Jenner Dysphoria

Jenner Dysphoria June 3, 2015

Caitlyn Jenner has more than two decades on me. Even so, when I look at that Vanity Fair cover, I feel ancient. Transgender, gender dysphoria, genderqueer, non-binary – all of these terms and the phenomena they describe are exotic to me. A few years ago, I suspect, they were still exotic to many of the people inside the media and out who are now handling them so deftly. When it comes to sexuality and gender, being a Catholic and de facto cultural conservative means being Rip van Winkle. You decide to take a power nap and end up sleeping through a revolution.

These past few days, a number of writers on Patheos’ Catholic Channel have tried to wrap their heads around Jenner 2.0. Some have taken flack for their tone, which critics claim is dismissive, snarky, or outright hostile. In their defense, a VF puff piece is the worst possible opening for a debate on such a sensitive subject. As an athlete, Jenner’s old, old news, and no more deserving of front-page treatment on that score than Leon Spinks. Gender transition aside, she doesn’t seem like a very interesting person. Whatever freakouts readers experience on account of Jenner’s new name, pronoun or wardrobe, are bound to be aggravated by their hard feelings toward celebrity culture in general.

And let’s not kid ourselves, gang. VF is banking on that reaction. It chose a shot where Caitlyn’s crotch is visible pour epater les bourgeois, and to make them wonder, “Damn! What-all she got left down there?” So, no – I can’t blame anyone for yelping when he’s kicked in the shins.

Yet (you’ll have noticed) I’ve elected to use the name and pronouns that Jenner has chosen for herself. Call it a strategic sacrifice. Even if Jenner can’t ever become a woman in the teleological sense, she is one in the legal sense. Disregarding that would be an act of brute defiance, like calling Zimbabwe “Rhodesia,” or Israel “that Zionist entity.” Rejectionism has its merits — it proves the strength of your convictions. But it also disenables you from doing anything but start a brawl.

Anyway, now that questions relating to gender and identity are being dumbed all the way down for us dinosaurs, it may be time to find some more engaging sources. A couple of years ago, The New Yorker ran a piece titled “About a Boy,” whose teenage subject was born a girl. Raised in an “affluent, wooded” suburb of New Haven, a “liberal enclave,” Skylar encountered no resistance when he declared himself male. His friends envy him, believing his story will make a great essay with which to impress college admissions boards. All in all, he comes across as one very well-adjusted, high-achieving kid. For that alone, you’ll hate his guts.

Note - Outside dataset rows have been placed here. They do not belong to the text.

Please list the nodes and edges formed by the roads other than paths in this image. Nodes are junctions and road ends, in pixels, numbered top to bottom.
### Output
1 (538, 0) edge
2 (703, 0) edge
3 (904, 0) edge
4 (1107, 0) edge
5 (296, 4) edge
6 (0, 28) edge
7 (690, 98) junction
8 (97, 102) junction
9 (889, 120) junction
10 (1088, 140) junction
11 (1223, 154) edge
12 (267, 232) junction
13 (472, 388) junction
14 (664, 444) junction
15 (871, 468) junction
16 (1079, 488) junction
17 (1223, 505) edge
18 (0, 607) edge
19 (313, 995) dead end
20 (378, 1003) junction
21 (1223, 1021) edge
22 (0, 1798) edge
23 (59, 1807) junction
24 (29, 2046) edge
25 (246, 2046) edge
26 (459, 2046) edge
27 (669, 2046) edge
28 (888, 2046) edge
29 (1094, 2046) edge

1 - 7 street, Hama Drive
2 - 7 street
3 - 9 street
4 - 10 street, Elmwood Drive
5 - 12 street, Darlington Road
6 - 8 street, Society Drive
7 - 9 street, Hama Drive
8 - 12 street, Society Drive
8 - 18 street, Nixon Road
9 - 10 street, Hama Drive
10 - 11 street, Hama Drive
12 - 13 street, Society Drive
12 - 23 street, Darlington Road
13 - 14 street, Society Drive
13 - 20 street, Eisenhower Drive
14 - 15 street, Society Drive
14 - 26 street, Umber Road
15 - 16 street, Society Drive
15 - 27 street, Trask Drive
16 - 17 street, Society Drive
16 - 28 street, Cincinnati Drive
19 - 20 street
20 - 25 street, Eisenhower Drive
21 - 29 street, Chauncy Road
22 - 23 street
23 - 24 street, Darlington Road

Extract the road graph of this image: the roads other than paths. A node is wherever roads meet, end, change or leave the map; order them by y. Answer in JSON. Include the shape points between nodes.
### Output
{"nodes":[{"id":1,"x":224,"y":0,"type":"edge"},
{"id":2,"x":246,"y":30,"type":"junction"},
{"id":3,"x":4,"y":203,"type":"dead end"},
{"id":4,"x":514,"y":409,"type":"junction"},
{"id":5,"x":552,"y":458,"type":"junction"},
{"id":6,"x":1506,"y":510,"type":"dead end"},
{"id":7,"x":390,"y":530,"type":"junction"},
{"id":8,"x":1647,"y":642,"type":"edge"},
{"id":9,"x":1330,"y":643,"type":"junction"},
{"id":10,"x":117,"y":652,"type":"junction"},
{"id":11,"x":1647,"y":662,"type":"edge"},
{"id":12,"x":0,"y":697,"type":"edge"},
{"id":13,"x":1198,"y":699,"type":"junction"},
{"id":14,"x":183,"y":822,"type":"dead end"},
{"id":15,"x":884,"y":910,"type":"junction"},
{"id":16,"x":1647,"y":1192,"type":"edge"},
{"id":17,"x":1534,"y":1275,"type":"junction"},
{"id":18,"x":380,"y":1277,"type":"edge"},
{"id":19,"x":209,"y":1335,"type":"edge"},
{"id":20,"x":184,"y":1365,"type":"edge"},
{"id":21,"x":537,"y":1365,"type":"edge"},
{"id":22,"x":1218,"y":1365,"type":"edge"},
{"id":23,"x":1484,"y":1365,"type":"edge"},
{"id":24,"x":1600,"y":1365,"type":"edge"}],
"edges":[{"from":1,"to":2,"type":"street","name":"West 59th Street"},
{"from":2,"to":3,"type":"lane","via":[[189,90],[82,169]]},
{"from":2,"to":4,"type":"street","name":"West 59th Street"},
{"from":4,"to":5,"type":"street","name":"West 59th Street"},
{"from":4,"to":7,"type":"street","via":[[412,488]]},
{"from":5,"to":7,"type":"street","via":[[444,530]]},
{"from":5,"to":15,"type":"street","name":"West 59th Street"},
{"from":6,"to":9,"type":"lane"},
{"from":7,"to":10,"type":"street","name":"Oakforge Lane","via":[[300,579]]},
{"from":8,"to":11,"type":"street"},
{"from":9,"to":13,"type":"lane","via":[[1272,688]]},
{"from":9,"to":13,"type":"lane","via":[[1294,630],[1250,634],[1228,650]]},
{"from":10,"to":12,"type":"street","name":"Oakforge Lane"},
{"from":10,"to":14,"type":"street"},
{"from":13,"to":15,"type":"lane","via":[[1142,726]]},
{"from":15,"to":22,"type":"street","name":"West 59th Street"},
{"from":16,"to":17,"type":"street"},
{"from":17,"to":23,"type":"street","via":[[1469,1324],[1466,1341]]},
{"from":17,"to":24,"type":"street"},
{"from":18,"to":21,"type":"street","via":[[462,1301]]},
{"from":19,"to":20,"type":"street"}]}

The article reports that stories like his are becoming more common. Increasingly, well-heeled parents see treating a 17-year-old to a double mastectomy as an analog to arranging for top-drawer SAT prep classes. For peers, body modifications like tattoos and piercings have made these surgeries seem more normal. “Because this change is happening so fast, and amid a flurry of mostly positive media attention,” the article cautions “it can be hard to recognize what a radical social experiment it is.”

Along with its generally anti-sensational approach, that cautious note makes the article well worth reading. One girl in a support group for trans teens confesses feeling “behind the curve” because she had started “socially transitioning” in high school, unlike many of the other members, who’d begun in elementary school. Small wonder the kids in this world are setting the pace of their own transitions – parents seem almost desperate to smother their reservations. Skylar’s mother, who “felt misgivings” when Skylar began wearing a binder to flatten his chest, now regrets that reaction as “totally inappropriate.” Of Skylar’s father, the author writes:

Sometimes, deep in a conversation, Chip would mention having had doubts, but he sounded tentative when he tried to articulate what those doubts had been, especially if Skylar was in the room. In one such instance, he said, carefully, “We grow and evolve in such complex ways, and there still existed this lingering thought that maybe he’ll think, I shouldn’t have done this—I could have lived as a man without doing the surgery.”

Between the “wisdom of repugnance” at one extreme and complete surrender on the other, there has to be some middle ground, and it’s heartbreaking that Skylar’s Yale-educated father can’t seem to find it.

But another parent gropes after it a little more resolutely. Danielle, the mother of Aidan, a 17-year-old transitioning to male, proposes that giving kids hormones, along with new names, might not, in the end, make them all that happy. “But a lot of these kids are sad for a variety of reasons,” she tells the interviewer. “Maybe the gender feelings are the underlying cause, maybe not.” She continues:

“The kids who are edgy and funky and drawn to artsy things—these are conversations that are taking place in dorm rooms,” Danielle said. “There are tides of history that wash in, and when they wash out they leave some people stranded. The drug culture of the sixties was like that and the sexual culture of the eighties, with AIDS. I think this could be the next wave like that, and I don’t want my daughter to be a casualty.”

It’s a nice bit of common sense, delivered with unmistakable love.